Fabrication and characterization of oleogels stabilized by metal-phenolic network coatings-decorated zein nanoparticles

Abstract

Self-assembly coatings are used to functionalize the surface structures of protein. Herein, emulsion-templated approach was adopted to obtain oleogels using metal-phenolic network coatings-decorated zein nanoparticles. Two self-assembly strategies were used to decorate zein nanoparticles: 1) adding (-)-epigallocatechin-3-gallate (EGCG) first and then calcium ions (Ca2+) (zein/EGCG/Ca2+ nanoparticles). 2) adding Ca2+ first and then EGCG (zein/Ca2+/EGCG nanoparticles).
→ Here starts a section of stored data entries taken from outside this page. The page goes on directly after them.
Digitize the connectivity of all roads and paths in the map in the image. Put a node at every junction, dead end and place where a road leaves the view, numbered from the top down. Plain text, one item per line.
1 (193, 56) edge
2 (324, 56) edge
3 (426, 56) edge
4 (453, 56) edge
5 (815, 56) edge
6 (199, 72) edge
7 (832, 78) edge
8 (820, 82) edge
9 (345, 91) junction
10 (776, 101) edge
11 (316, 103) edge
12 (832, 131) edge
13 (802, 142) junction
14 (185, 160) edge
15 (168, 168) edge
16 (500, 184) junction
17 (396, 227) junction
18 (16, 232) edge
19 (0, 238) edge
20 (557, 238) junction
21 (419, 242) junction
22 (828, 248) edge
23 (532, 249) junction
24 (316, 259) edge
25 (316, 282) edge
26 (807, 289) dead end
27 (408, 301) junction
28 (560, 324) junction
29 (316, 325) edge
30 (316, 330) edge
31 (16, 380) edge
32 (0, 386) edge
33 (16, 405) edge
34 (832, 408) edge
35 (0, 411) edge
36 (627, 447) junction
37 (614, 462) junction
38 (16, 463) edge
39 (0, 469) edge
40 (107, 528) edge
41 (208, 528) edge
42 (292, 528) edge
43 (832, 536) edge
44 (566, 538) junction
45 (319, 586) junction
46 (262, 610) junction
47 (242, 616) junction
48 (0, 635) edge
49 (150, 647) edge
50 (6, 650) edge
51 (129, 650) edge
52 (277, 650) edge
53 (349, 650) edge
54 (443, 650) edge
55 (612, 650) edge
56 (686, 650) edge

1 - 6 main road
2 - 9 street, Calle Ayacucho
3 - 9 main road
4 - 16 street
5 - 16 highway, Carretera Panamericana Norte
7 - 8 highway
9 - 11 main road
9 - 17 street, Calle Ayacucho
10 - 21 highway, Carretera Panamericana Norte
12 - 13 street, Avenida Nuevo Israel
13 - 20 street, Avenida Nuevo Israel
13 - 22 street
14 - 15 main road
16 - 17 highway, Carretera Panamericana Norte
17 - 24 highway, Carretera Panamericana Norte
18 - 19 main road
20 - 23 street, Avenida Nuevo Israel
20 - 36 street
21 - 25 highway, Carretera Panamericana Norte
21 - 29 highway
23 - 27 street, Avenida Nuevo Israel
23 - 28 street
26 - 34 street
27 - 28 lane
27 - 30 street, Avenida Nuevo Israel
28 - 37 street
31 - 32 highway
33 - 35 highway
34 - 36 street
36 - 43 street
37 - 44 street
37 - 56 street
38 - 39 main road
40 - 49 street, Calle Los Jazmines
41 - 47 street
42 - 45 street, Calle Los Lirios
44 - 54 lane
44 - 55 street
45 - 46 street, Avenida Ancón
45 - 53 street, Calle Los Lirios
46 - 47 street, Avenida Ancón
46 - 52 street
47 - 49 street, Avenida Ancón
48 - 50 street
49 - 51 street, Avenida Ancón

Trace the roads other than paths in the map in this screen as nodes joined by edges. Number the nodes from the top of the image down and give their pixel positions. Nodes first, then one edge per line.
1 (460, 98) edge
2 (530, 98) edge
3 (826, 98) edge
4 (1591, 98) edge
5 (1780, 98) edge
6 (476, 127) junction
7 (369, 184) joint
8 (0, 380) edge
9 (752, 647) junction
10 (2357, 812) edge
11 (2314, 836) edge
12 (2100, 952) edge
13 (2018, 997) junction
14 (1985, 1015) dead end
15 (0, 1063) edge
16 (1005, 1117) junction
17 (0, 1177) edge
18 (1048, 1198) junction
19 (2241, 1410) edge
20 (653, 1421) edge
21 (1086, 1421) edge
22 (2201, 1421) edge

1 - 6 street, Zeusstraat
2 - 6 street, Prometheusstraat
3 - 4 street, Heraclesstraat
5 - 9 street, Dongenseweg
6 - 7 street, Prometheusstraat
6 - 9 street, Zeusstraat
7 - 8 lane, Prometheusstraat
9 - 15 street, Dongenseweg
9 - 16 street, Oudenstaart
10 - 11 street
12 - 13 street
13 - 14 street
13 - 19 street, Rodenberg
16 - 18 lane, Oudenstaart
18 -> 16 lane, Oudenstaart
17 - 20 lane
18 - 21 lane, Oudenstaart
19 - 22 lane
The formation of nanoparticles, the stability of emulsions and the rheological behaviors of oleogels were modulated by using different adding sequences of EGCG and Ca2+. Nanoparticles prepared by two self-assembly strategies exhibited increasing diameter (340–360 nm). More Ca2+ participated in the formation of zein/EGCG/Ca2+ nanoparticles, as described by X-ray photoelectron spectroscopy analysis. Metal-phenolic network coatings facilitated the formation of well-structured emulsions and oleogels, which were candidates for fat substitutes and stable carriers. Findings confirmed metal-phenolic network coatings-decorated zein nanoparticles were effective stabilizers for emulsions and oleogels, further expanding the selectivity of oleogelators.